*** Opening Data provided ***

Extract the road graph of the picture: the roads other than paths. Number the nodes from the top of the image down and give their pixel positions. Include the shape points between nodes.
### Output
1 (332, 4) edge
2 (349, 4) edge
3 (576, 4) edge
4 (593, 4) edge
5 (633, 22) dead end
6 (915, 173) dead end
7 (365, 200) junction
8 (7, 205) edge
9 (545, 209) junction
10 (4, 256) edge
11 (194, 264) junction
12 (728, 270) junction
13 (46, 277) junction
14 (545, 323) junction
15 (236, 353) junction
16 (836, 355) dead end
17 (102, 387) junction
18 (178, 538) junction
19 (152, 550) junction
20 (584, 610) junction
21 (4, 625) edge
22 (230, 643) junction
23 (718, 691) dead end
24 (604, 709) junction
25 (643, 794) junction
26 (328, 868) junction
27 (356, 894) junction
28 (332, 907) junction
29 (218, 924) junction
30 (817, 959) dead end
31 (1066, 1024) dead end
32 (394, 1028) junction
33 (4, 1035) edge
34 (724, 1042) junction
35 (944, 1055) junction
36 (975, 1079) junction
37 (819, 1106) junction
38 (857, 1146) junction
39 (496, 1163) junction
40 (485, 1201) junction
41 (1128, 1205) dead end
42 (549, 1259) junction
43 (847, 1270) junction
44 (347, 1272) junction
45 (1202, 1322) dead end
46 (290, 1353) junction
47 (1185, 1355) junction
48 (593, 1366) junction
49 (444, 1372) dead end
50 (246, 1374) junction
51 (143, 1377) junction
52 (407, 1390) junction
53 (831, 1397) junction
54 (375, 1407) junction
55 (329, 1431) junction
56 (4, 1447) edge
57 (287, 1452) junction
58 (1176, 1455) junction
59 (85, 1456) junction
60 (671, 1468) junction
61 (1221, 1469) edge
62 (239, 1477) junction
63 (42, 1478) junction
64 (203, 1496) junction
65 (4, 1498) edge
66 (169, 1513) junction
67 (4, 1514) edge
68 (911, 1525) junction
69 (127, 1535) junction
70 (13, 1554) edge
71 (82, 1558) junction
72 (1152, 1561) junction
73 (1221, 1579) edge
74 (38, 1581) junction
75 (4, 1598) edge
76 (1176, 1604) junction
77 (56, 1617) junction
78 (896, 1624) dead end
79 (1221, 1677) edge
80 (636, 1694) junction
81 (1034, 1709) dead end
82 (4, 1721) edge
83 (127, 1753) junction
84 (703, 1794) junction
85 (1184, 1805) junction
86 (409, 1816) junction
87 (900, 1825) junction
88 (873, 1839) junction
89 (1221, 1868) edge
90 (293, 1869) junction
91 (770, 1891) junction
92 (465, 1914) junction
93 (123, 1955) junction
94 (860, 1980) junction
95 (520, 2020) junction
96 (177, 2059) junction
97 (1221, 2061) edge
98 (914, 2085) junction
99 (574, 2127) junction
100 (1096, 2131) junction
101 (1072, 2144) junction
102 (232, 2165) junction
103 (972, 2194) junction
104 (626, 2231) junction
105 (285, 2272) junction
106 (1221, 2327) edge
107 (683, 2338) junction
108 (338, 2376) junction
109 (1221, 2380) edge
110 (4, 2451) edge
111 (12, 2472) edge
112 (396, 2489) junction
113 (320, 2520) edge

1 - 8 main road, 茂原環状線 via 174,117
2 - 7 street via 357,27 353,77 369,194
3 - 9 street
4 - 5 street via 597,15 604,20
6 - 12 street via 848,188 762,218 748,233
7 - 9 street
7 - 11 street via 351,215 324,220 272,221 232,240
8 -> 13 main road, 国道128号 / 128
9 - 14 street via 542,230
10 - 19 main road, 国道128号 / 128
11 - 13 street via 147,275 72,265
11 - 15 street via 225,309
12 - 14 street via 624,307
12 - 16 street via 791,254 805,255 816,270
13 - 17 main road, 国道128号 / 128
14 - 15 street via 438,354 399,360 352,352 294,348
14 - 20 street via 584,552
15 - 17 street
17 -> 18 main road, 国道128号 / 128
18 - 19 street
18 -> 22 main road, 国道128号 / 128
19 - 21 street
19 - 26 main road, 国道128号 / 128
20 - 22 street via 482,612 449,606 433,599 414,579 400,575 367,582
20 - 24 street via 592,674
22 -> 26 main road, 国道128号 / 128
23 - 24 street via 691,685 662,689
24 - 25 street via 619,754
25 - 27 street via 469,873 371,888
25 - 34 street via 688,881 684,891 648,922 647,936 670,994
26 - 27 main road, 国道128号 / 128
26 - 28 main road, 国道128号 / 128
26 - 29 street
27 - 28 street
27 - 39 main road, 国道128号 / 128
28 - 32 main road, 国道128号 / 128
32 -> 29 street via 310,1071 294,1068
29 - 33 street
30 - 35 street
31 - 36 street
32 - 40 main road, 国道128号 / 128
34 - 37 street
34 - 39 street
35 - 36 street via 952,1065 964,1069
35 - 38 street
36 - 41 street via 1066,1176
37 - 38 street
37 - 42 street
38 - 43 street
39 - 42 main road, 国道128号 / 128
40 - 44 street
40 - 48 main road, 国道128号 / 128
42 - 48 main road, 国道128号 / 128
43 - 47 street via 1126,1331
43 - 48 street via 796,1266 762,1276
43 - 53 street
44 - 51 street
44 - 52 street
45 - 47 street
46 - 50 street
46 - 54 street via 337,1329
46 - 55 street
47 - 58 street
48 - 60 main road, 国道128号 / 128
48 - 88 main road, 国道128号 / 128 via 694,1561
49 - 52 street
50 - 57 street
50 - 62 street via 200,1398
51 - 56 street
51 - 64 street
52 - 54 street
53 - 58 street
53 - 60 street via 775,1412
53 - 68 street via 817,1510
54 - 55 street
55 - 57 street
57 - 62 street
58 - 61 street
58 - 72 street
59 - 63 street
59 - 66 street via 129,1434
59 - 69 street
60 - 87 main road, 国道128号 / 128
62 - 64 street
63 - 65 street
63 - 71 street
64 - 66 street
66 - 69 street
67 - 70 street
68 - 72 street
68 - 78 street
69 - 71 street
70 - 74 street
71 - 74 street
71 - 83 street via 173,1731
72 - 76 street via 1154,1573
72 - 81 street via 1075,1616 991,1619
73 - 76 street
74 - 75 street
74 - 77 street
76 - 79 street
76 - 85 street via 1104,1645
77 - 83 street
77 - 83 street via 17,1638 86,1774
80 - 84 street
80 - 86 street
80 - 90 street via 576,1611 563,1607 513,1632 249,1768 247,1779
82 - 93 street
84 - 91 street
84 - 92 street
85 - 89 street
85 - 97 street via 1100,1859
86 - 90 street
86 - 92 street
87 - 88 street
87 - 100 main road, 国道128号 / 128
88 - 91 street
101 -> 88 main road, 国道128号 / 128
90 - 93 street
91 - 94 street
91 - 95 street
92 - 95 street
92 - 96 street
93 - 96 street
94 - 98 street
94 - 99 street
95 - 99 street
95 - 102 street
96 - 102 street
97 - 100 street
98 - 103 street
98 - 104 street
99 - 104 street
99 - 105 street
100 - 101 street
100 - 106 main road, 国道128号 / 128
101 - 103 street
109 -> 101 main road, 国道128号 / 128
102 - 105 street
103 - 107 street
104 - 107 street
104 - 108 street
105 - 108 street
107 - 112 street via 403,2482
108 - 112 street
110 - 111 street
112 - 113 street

*** Closing Data provided ***

About this task: Your reply should hold all the entries, each repeated without a single change.

Solution for this task:
Extract the road graph of the picture: the roads other than paths. Number the nodes from the top of the image down and give their pixel positions. Include the shape points between nodes.
### Output
1 (332, 4) edge
2 (349, 4) edge
3 (576, 4) edge
4 (593, 4) edge
5 (633, 22) dead end
6 (915, 173) dead end
7 (365, 200) junction
8 (7, 205) edge
9 (545, 209) junction
10 (4, 256) edge
11 (194, 264) junction
12 (728, 270) junction
13 (46, 277) junction
14 (545, 323) junction
15 (236, 353) junction
16 (836, 355) dead end
17 (102, 387) junction
18 (178, 538) junction
19 (152, 550) junction
20 (584, 610) junction
21 (4, 625) edge
22 (230, 643) junction
23 (718, 691) dead end
24 (604, 709) junction
25 (643, 794) junction
26 (328, 868) junction
27 (356, 894) junction
28 (332, 907) junction
29 (218, 924) junction
30 (817, 959) dead end
31 (1066, 1024) dead end
32 (394, 1028) junction
33 (4, 1035) edge
34 (724, 1042) junction
35 (944, 1055) junction
36 (975, 1079) junction
37 (819, 1106) junction
38 (857, 1146) junction
39 (496, 1163) junction
40 (485, 1201) junction
41 (1128, 1205) dead end
42 (549, 1259) junction
43 (847, 1270) junction
44 (347, 1272) junction
45 (1202, 1322) dead end
46 (290, 1353) junction
47 (1185, 1355) junction
48 (593, 1366) junction
49 (444, 1372) dead end
50 (246, 1374) junction
51 (143, 1377) junction
52 (407, 1390) junction
53 (831, 1397) junction
54 (375, 1407) junction
55 (329, 1431) junction
56 (4, 1447) edge
57 (287, 1452) junction
58 (1176, 1455) junction
59 (85, 1456) junction
60 (671, 1468) junction
61 (1221, 1469) edge
62 (239, 1477) junction
63 (42, 1478) junction
64 (203, 1496) junction
65 (4, 1498) edge
66 (169, 1513) junction
67 (4, 1514) edge
68 (911, 1525) junction
69 (127, 1535) junction
70 (13, 1554) edge
71 (82, 1558) junction
72 (1152, 1561) junction
73 (1221, 1579) edge
74 (38, 1581) junction
75 (4, 1598) edge
76 (1176, 1604) junction
77 (56, 1617) junction
78 (896, 1624) dead end
79 (1221, 1677) edge
80 (636, 1694) junction
81 (1034, 1709) dead end
82 (4, 1721) edge
83 (127, 1753) junction
84 (703, 1794) junction
85 (1184, 1805) junction
86 (409, 1816) junction
87 (900, 1825) junction
88 (873, 1839) junction
89 (1221, 1868) edge
90 (293, 1869) junction
91 (770, 1891) junction
92 (465, 1914) junction
93 (123, 1955) junction
94 (860, 1980) junction
95 (520, 2020) junction
96 (177, 2059) junction
97 (1221, 2061) edge
98 (914, 2085) junction
99 (574, 2127) junction
100 (1096, 2131) junction
101 (1072, 2144) junction
102 (232, 2165) junction
103 (972, 2194) junction
104 (626, 2231) junction
105 (285, 2272) junction
106 (1221, 2327) edge
107 (683, 2338) junction
108 (338, 2376) junction
109 (1221, 2380) edge
110 (4, 2451) edge
111 (12, 2472) edge
112 (396, 2489) junction
113 (320, 2520) edge

1 - 8 main road, 茂原環状線 via 174,117
2 - 7 street via 357,27 353,77 369,194
3 - 9 street
4 - 5 street via 597,15 604,20
6 - 12 street via 848,188 762,218 748,233
7 - 9 street
7 - 11 street via 351,215 324,220 272,221 232,240
8 -> 13 main road, 国道128号 / 128
9 - 14 street via 542,230
10 - 19 main road, 国道128号 / 128
11 - 13 street via 147,275 72,265
11 - 15 street via 225,309
12 - 14 street via 624,307
12 - 16 street via 791,254 805,255 816,270
13 - 17 main road, 国道128号 / 128
14 - 15 street via 438,354 399,360 352,352 294,348
14 - 20 street via 584,552
15 - 17 street
17 -> 18 main road, 国道128号 / 128
18 - 19 street
18 -> 22 main road, 国道128号 / 128
19 - 21 street
19 - 26 main road, 国道128号 / 128
20 - 22 street via 482,612 449,606 433,599 414,579 400,575 367,582
20 - 24 street via 592,674
22 -> 26 main road, 国道128号 / 128
23 - 24 street via 691,685 662,689
24 - 25 street via 619,754
25 - 27 street via 469,873 371,888
25 - 34 street via 688,881 684,891 648,922 647,936 670,994
26 - 27 main road, 国道128号 / 128
26 - 28 main road, 国道128号 / 128
26 - 29 street
27 - 28 street
27 - 39 main road, 国道128号 / 128
28 - 32 main road, 国道128号 / 128
32 -> 29 street via 310,1071 294,1068
29 - 33 street
30 - 35 street
31 - 36 street
32 - 40 main road, 国道128号 / 128
34 - 37 street
34 - 39 street
35 - 36 street via 952,1065 964,1069
35 - 38 street
36 - 41 street via 1066,1176
37 - 38 street
37 - 42 street
38 - 43 street
39 - 42 main road, 国道128号 / 128
40 - 44 street
40 - 48 main road, 国道128号 / 128
42 - 48 main road, 国道128号 / 128
43 - 47 street via 1126,1331
43 - 48 street via 796,1266 762,1276
43 - 53 street
44 - 51 street
44 - 52 street
45 - 47 street
46 - 50 street
46 - 54 street via 337,1329
46 - 55 street
47 - 58 street
48 - 60 main road, 国道128号 / 128
48 - 88 main road, 国道128号 / 128 via 694,1561
49 - 52 street
50 - 57 street
50 - 62 street via 200,1398
51 - 56 street
51 - 64 street
52 - 54 street
53 - 58 street
53 - 60 street via 775,1412
53 - 68 street via 817,1510
54 - 55 street
55 - 57 street
57 - 62 street
58 - 61 street
58 - 72 street
59 - 63 street
59 - 66 street via 129,1434
59 - 69 street
60 - 87 main road, 国道128号 / 128
62 - 64 street
63 - 65 street
63 - 71 street
64 - 66 street
66 - 69 street
67 - 70 street
68 - 72 street
68 - 78 street
69 - 71 street
70 - 74 street
71 - 74 street
71 - 83 street via 173,1731
72 - 76 street via 1154,1573
72 - 81 street via 1075,1616 991,1619
73 - 76 street
74 - 75 street
74 - 77 street
76 - 79 street
76 - 85 street via 1104,1645
77 - 83 street
77 - 83 street via 17,1638 86,1774
80 - 84 street
80 - 86 street
80 - 90 street via 576,1611 563,1607 513,1632 249,1768 247,1779
82 - 93 street
84 - 91 street
84 - 92 street
85 - 89 street
85 - 97 street via 1100,1859
86 - 90 street
86 - 92 street
87 - 88 street
87 - 100 main road, 国道128号 / 128
88 - 91 street
101 -> 88 main road, 国道128号 / 128
90 - 93 street
91 - 94 street
91 - 95 street
92 - 95 street
92 - 96 street
93 - 96 street
94 - 98 street
94 - 99 street
95 - 99 street
95 - 102 street
96 - 102 street
97 - 100 street
98 - 103 street
98 - 104 street
99 - 104 street
99 - 105 street
100 - 101 street
100 - 106 main road, 国道128号 / 128
101 - 103 street
109 -> 101 main road, 国道128号 / 128
102 - 105 street
103 - 107 street
104 - 107 street
104 - 108 street
105 - 108 street
107 - 112 street via 403,2482
108 - 112 street
110 - 111 street
112 - 113 street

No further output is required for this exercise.